FOX had a man on tonight that has written a book about a typhoon that Ford was in while on his ship...He said he slipped, but in fact, over 800 people were killed, and he helped to save his ship....(I think it's called Hadley's Typhoon)

Here's the info from the Navy and then from the Book, Halsey's Typhoon....First the Department of the Navy:

history.navy.mil

DEPARTMENT OF THE NAVY -- NAVAL HISTORICAL CENTER
805 KIDDER BREESE SE -- WASHINGTON NAVY YARD
WASHINGTON DC 20374-5060

Lieutenant Commander Gerald Ford, USNR
Related Sources: Transcript of Naval Service

When he entered the White House in 1974, Gerald Rudolph Ford, Jr. became the fourth consecutive President to have served in the U.S. Navy. He was born Leslie King, Jr in Omaha, Nebraska on 14 July 1913. After his parents divorced, his mother married a prominent business man, Gerald R. Ford of Grand Rapids, Michigan, who adopted him and gave him his name. Gerald Ford, Jr. grew up in Grand Rapids, Michigan, where he attended public schools and won both all-city and all-state honors for football before graduating from South High School. Ford studied at the University of Michigan where he also played center on the football team. He was on the University of Michigan's 1932 National Championship football team and was named most valuable Michigan player in 1933. After receiving his Bachelor of Arts in economics in 1935, Ford went to Yale University as an assistant football and boxing coach instead of accepting pro football offers. Accepted into Yale Law School in 1938, Ford received his law degree in 1941. Returning to Grand Rapids, Ford started a law practice with fellow classmate from the University of Michigan. However, the attack on Pearl Harbor changed his plans.

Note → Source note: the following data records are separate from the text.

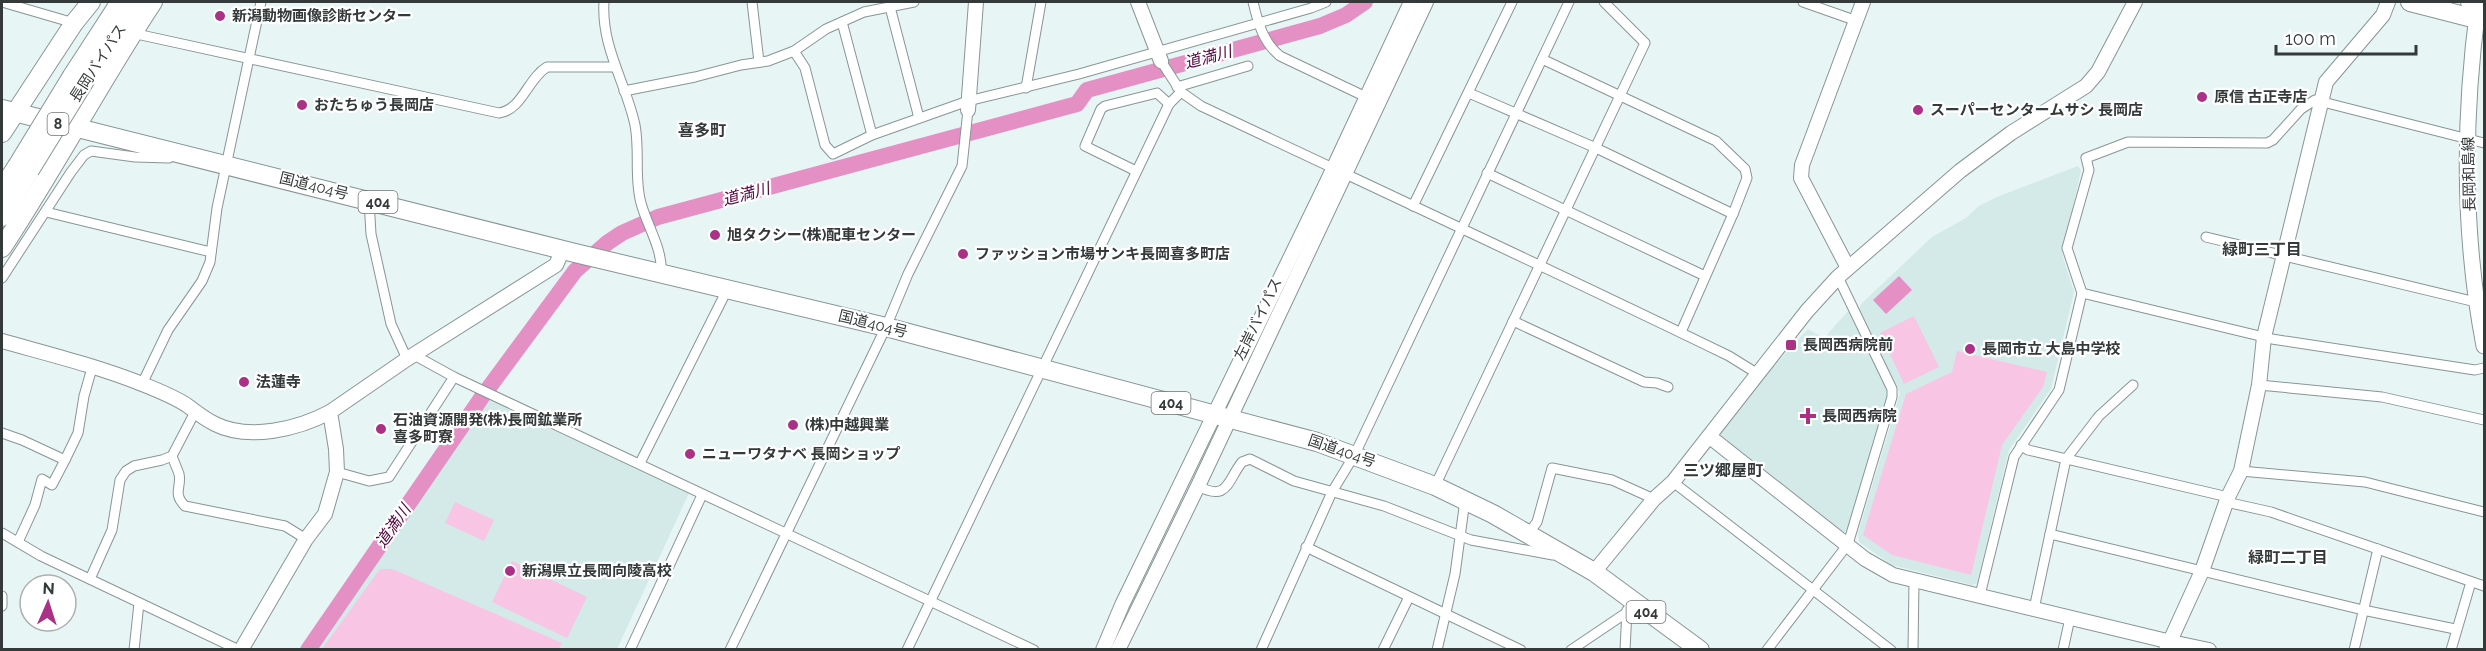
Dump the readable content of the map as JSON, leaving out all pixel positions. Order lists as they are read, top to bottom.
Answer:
{
  "streets": {
    "highway": [
      "長岡バイパス",
      "8",
      "国道404号",
      "404"
    ],
    "main road": ["長岡和島線"],
    "street": ["左岸バイパス"]
  },
  "crossings": [
    ["国道404号", "左岸バイパス"]
  ],
  "districts": [
    "喜多町",
    "緑町三丁目",
    "三ツ郷屋町",
    "緑町二丁目"
  ],
  "water": ["道満川"],
  "places": {
    "other": [
      "新潟動物画像診断センター",
      "原信 古正寺店",
      "おたちゅう長岡店",
      "スーパーセンタームサシ 長岡店",
      "旭タクシー(株)配車センター",
      "ファッション市場サンキ長岡喜多町店",
      "長岡市立 大島中学校",
      "法蓮寺",
      "(株)中越興業",
      "石油資源開発(株)長岡鉱業所 喜多町寮",
      "ニューワタナベ 長岡ショップ",
      "新潟県立長岡向陵高校"
    ],
    "transit": ["長岡西病院前"],
    "health": ["長岡西病院"]
  },
  "scale_bar": "100 m",
  "north": "top"
}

Instead of waiting for the draft, Ford wanted to join the Navy. His background as a coach and trainer made him a good candidate for instructor in the Navy's V-5 (aviation cadet) program. Ford received a commision as ensign in the U.S. Naval Reserve on 13 April 1942. On 20 April, he reported for active duty to the V-5 instructor school at Annapolis, Maryland. After one month of training, he went to Navy Preflight School in Chapel Hill, North Carolina, where he was one of 83 instructors and taught elementary seamanship, ordnance, gunnery, first aid, and military drill. In addition, he coached in all nine sports that were offered, but mostly in swimming, boxing and football. During the one year he was at the Preflight School, he was promoted to Lieutenant Junior Grade on 2 June 1942, and to Lieutenant on March 1943.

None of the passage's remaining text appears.